I noticed that /etc/pve is generated in some way from pmxcfs from that config.db, from a single table. Just curious about internals, also because I have a question about it: I noticed that every single thread of pmxcfs opens config.db... so every single thread for the main process, cfs_loop (???) and for every single VM or container commits every few seconds config.db?

Thank you in advance... for an homelab it would be too expensive to change the SSD every few years or months...

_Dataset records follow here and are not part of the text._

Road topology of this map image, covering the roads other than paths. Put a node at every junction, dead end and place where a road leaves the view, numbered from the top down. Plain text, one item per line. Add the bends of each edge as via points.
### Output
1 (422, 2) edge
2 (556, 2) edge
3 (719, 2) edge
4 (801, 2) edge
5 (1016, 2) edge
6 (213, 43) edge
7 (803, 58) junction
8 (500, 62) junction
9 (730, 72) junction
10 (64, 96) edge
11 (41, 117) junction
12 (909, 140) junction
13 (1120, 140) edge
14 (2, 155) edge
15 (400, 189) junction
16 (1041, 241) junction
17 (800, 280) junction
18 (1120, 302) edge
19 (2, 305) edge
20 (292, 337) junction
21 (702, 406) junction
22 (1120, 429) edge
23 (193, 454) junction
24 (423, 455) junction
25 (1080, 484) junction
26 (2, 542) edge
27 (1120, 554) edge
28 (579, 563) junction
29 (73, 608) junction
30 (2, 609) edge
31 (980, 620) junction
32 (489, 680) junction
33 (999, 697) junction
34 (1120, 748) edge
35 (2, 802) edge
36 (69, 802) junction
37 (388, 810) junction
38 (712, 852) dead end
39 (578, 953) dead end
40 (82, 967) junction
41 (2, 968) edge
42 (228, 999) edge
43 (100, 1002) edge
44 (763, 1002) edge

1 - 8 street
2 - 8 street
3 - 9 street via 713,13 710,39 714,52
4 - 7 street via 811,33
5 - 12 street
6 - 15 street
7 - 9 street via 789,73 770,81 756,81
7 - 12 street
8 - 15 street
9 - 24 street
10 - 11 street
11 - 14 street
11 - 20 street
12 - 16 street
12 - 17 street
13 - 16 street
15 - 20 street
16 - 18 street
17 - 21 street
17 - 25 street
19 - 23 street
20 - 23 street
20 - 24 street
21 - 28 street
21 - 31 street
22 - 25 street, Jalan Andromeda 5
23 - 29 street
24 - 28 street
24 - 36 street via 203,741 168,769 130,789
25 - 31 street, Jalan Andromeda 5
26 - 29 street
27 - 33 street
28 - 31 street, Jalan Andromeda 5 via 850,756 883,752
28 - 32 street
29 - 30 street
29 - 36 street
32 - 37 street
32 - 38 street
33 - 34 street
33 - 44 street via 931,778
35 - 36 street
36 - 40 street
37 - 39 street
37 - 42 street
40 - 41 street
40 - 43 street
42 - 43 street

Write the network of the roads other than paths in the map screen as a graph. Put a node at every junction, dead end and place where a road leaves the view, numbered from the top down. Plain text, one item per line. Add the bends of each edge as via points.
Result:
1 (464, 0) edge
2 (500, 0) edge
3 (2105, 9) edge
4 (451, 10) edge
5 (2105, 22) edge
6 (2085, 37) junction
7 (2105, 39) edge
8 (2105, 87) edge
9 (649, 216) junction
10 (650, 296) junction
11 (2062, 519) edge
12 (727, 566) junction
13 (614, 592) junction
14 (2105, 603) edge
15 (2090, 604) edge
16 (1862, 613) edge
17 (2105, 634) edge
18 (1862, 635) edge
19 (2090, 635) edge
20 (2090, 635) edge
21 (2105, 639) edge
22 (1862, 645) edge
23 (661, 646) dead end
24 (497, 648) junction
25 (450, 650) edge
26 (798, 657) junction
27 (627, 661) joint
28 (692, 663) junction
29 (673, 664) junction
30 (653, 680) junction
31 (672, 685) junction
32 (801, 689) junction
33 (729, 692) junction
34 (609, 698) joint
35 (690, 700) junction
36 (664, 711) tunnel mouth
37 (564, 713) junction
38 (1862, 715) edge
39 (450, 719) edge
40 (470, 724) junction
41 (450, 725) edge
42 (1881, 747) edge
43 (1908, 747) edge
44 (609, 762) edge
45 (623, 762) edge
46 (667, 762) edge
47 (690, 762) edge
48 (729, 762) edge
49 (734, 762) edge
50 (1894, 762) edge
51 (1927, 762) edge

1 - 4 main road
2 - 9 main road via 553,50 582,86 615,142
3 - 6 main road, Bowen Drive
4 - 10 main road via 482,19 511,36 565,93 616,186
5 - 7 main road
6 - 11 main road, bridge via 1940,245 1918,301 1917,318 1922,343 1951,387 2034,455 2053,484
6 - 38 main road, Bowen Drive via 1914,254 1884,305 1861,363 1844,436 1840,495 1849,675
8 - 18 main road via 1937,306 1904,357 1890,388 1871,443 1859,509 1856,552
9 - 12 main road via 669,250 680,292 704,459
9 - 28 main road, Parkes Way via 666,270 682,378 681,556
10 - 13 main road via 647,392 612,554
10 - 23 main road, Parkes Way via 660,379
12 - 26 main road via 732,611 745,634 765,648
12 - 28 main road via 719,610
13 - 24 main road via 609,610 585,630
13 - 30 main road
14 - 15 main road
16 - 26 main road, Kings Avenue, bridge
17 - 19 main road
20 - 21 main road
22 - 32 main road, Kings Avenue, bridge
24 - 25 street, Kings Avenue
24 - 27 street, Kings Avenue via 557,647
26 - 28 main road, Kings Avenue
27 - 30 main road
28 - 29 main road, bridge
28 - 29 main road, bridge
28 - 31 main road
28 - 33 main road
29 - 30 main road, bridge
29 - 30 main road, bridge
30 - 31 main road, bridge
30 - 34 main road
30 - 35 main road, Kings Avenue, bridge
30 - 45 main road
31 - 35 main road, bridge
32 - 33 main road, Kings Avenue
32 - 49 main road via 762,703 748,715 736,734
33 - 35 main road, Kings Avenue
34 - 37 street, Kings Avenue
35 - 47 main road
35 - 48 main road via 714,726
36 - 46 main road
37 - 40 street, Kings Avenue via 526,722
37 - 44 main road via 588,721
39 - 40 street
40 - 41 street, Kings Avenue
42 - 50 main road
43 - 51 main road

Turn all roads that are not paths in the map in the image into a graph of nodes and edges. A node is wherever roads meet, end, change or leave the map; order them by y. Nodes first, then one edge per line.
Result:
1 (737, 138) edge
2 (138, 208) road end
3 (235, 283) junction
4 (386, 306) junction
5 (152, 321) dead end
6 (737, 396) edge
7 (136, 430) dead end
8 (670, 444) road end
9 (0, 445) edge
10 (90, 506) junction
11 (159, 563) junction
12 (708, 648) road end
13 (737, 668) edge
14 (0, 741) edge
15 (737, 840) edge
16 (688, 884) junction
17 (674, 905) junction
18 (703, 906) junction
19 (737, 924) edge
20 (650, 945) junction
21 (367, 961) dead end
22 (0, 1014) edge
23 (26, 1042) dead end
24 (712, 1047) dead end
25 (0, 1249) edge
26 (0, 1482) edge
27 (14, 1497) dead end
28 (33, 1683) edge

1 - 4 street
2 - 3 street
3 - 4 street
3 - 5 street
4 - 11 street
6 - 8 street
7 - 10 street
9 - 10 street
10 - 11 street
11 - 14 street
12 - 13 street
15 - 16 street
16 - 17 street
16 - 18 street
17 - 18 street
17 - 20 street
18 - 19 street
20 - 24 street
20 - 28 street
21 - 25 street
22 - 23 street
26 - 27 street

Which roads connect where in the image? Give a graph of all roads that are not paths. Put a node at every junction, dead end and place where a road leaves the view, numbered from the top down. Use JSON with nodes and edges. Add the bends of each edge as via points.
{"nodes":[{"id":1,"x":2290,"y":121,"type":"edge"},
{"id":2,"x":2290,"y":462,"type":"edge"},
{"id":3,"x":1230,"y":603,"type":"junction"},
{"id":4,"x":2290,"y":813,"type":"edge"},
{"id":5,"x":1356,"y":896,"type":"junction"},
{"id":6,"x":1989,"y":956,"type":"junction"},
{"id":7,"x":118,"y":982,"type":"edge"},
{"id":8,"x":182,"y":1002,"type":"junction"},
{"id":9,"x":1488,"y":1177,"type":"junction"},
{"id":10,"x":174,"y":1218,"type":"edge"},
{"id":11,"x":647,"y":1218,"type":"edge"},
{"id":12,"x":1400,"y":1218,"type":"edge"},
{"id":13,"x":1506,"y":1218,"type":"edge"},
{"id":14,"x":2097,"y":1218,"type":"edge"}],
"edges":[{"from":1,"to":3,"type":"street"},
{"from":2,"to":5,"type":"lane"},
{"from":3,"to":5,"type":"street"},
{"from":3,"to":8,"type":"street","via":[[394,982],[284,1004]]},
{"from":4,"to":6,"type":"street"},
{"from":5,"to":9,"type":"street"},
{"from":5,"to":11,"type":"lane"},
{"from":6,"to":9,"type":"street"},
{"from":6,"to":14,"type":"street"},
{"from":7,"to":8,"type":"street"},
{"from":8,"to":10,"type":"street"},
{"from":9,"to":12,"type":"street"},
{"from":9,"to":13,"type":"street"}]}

pmxcfs 817 root mem REG 253,0 32768 1833422 /var/lib/pve-cluster/config.db-shm
pmxcfs 817 root 4u REG 253,0 36864 1836156 /var/lib/pve-cluster/config.db
pmxcfs 817 root 5u REG 253,0 4124152 1833414 /var/lib/pve-cluster/config.db-wal
pmxcfs 817 root 6u REG 253,0 32768 1833422 /var/lib/pve-cluster/config.db-shm
pmxcfs 817 818 cfs_loop root mem REG 253,0 32768 1833422 /var/lib/pve-cluster/config.db-shm
pmxcfs 817 818 cfs_loop root 4u REG 253,0 36864 1836156 /var/lib/pve-cluster/config.db
pmxcfs 817 818 cfs_loop root 5u REG 253,0 4124152 1833414 /var/lib/pve-cluster/config.db-wal
pmxcfs 817 818 cfs_loop root 6u REG 253,0 32768 1833422 /var/lib/pve-cluster/config.db-shm
pmxcfs 817 1359 server root mem REG 253,0 32768 1833422 /var/lib/pve-cluster/config.db-shm
pmxcfs 817 1359 server root 4u REG 253,0 36864 1836156 /var/lib/pve-cluster/config.db
pmxcfs 817 1359 server root 5u REG 253,0 4124152 1833414 /var/lib/pve-cluster/config.db-wal
pmxcfs 817 1359 server root 6u REG 253,0 32768 1833422 /var/lib/pve-cluster/config.db-shm
pmxcfs 817 1360 pmxcfs root mem REG 253,0 32768 1833422 /var/lib/pve-cluster/config.db-shm
pmxcfs 817 1360 pmxcfs root 4u REG 253,0 36864 1836156 /var/lib/pve-cluster/config.db
pmxcfs 817 1360 pmxcfs root 5u REG 253,0 4124152 1833414 /var/lib/pve-cluster/config.db-wal
pmxcfs 817 1360 pmxcfs root 6u REG 253,0 32768 1833422 /var/lib/pve-cluster/config.db-shm
pmxcfs 817 1361 pmxcfs root mem REG 253,0 32768 1833422 /var/lib/pve-cluster/config.db-shm
pmxcfs 817 1361 pmxcfs root 4u REG 253,0 36864 1836156 /var/lib/pve-cluster/config.db
pmxcfs 817 1361 pmxcfs root 5u REG 253,0 4124152 1833414 /var/lib/pve-cluster/config.db-wal
pmxcfs 817 1361 pmxcfs root 6u REG 253,0 32768 1833422 /var/lib/pve-cluster/config.db-shm
pmxcfs 817 1428 pmxcfs root mem REG 253,0 32768 1833422 /var/lib/pve-cluster/config.db-shm
pmxcfs 817 1428 pmxcfs root 4u REG 253,0 36864 1836156 /var/lib/pve-cluster/config.db
pmxcfs 817 1428 pmxcfs root 5u REG 253,0 4124152 1833414 /var/lib/pve-cluster/config.db-wal
pmxcfs 817 1428 pmxcfs root 6u REG 253,0 32768 1833422 /var/lib/pve-cluster/config.db-shm

esi_y · Thursday at 20:51

You were good with your observations, better than most on this recurrent topic:
https://forum.proxmox.com/threads/pmxcfs-writing-to-disk-all-the-time.35828/

wildstray said:
Is there some way to avoid commits every few seconds?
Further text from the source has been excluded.